(Dataset entries)
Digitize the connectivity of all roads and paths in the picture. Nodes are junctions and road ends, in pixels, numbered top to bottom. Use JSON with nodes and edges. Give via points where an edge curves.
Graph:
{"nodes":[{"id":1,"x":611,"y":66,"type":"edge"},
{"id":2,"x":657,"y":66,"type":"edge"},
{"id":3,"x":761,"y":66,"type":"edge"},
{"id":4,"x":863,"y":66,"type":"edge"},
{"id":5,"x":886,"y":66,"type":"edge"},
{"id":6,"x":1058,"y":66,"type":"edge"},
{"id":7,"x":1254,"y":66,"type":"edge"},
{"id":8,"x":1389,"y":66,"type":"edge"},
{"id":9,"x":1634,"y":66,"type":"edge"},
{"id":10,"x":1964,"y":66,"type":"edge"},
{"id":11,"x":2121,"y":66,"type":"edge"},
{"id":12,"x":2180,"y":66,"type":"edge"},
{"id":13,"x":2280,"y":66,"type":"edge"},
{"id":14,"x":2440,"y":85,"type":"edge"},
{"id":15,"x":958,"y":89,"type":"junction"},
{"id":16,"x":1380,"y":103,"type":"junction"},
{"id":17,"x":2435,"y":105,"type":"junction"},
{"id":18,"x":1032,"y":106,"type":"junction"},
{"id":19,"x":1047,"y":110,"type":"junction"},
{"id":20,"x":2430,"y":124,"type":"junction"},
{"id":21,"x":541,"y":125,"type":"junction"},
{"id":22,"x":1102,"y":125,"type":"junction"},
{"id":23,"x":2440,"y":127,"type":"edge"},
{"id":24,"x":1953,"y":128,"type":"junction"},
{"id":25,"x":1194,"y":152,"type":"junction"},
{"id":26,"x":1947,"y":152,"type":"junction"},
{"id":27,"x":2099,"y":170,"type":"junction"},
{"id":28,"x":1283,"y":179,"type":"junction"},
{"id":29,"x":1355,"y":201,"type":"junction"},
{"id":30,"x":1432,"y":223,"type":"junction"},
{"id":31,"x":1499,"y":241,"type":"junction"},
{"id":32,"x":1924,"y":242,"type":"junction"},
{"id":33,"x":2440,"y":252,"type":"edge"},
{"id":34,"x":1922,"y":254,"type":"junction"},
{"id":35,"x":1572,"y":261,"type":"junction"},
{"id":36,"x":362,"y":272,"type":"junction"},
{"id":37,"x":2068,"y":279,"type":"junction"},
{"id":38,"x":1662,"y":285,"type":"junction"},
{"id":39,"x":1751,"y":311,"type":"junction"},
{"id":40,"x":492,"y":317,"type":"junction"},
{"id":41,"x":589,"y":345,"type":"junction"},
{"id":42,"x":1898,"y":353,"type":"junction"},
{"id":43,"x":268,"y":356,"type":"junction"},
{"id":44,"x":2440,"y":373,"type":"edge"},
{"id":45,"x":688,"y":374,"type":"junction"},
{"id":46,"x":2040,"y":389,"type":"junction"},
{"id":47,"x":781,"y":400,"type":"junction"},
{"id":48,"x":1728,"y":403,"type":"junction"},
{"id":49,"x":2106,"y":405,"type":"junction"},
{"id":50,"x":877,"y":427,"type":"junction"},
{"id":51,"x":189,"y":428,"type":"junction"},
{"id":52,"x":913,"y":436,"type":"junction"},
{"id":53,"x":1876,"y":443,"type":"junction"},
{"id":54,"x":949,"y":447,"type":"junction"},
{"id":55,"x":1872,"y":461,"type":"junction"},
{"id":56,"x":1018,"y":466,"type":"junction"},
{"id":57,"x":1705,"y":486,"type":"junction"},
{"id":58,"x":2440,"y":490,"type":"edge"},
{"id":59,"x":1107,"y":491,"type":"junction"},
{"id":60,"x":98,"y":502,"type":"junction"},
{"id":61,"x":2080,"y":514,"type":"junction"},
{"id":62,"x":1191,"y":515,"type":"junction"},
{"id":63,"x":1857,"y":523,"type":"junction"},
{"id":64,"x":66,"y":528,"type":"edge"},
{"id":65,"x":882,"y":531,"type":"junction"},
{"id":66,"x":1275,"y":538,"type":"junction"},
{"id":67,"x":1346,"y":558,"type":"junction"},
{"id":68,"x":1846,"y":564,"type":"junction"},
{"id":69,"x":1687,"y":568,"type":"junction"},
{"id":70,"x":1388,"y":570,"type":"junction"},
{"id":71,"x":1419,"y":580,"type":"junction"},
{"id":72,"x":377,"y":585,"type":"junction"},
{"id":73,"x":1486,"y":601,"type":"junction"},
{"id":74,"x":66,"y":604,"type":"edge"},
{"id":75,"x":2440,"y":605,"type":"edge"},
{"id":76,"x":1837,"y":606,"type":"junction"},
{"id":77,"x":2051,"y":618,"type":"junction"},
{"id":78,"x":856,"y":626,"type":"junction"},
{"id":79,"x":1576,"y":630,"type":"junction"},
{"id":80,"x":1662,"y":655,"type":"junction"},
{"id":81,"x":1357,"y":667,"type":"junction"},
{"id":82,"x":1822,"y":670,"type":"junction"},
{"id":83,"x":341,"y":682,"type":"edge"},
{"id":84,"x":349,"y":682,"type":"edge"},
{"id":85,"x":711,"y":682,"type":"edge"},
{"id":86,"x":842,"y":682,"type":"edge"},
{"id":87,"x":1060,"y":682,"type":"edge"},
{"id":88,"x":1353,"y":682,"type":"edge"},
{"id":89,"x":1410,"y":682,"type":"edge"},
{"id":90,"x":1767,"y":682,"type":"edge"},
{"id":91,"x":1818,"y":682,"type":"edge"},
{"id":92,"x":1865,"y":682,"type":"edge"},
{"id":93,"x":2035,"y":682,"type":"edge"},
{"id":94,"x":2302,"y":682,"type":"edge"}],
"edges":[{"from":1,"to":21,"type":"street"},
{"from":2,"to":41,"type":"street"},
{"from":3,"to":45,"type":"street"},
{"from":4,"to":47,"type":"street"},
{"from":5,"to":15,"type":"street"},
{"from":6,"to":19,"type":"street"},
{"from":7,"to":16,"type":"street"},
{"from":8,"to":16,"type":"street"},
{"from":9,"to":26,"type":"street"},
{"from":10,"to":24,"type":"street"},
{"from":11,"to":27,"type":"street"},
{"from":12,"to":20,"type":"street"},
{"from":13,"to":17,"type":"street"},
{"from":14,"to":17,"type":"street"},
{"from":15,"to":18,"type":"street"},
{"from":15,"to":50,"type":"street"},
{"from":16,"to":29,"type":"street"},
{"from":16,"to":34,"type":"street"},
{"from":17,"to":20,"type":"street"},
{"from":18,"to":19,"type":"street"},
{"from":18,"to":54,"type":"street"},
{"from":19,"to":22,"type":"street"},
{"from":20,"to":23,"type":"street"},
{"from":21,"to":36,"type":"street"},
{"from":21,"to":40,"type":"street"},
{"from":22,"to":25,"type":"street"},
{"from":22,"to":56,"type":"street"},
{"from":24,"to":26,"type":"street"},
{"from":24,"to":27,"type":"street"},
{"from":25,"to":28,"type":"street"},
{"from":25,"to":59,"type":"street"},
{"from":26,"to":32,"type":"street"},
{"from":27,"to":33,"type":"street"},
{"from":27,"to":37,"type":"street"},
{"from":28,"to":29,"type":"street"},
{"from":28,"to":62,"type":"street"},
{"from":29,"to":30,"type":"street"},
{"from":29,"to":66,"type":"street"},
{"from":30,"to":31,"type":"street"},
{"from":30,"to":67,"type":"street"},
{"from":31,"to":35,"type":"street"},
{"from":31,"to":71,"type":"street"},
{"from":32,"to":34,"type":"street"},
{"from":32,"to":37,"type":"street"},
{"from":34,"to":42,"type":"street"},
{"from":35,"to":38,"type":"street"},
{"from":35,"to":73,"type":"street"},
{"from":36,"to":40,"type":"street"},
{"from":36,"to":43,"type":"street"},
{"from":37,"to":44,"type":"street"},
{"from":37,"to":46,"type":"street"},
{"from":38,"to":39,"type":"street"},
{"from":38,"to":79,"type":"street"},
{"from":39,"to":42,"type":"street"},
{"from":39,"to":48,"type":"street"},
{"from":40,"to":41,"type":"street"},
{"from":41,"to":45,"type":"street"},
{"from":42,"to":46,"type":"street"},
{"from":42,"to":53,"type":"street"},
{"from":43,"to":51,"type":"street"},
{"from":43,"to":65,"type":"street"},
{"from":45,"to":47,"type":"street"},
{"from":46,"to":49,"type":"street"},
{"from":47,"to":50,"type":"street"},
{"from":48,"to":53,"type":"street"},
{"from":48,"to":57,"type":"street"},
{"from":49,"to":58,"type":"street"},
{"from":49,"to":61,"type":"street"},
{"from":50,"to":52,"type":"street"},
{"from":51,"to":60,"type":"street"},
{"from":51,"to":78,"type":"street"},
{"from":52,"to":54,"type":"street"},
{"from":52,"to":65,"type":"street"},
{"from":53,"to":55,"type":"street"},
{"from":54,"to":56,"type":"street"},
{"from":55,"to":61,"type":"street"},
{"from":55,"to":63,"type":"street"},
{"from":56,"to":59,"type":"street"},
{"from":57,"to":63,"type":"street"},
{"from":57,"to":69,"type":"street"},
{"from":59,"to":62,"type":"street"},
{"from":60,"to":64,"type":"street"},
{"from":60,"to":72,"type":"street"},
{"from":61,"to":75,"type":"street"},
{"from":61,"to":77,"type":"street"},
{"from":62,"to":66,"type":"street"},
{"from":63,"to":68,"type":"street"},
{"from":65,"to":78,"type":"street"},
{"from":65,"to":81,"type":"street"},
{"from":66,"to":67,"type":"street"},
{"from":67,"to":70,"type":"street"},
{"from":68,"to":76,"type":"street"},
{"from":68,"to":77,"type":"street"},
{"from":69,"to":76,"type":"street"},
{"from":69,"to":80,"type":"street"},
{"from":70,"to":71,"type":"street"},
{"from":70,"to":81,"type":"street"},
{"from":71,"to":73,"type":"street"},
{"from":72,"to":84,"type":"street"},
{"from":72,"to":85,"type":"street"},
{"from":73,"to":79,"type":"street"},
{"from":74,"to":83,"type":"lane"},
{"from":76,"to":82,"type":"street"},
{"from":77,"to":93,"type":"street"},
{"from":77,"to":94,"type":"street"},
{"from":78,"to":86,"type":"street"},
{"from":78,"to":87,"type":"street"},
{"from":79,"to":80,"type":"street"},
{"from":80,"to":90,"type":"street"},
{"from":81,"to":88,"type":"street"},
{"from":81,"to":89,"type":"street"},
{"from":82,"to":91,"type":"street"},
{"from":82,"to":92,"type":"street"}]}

# What is required
Count how many lines in the entries above hold the word "edges". Give that number by itself.

# Response to this exercise
2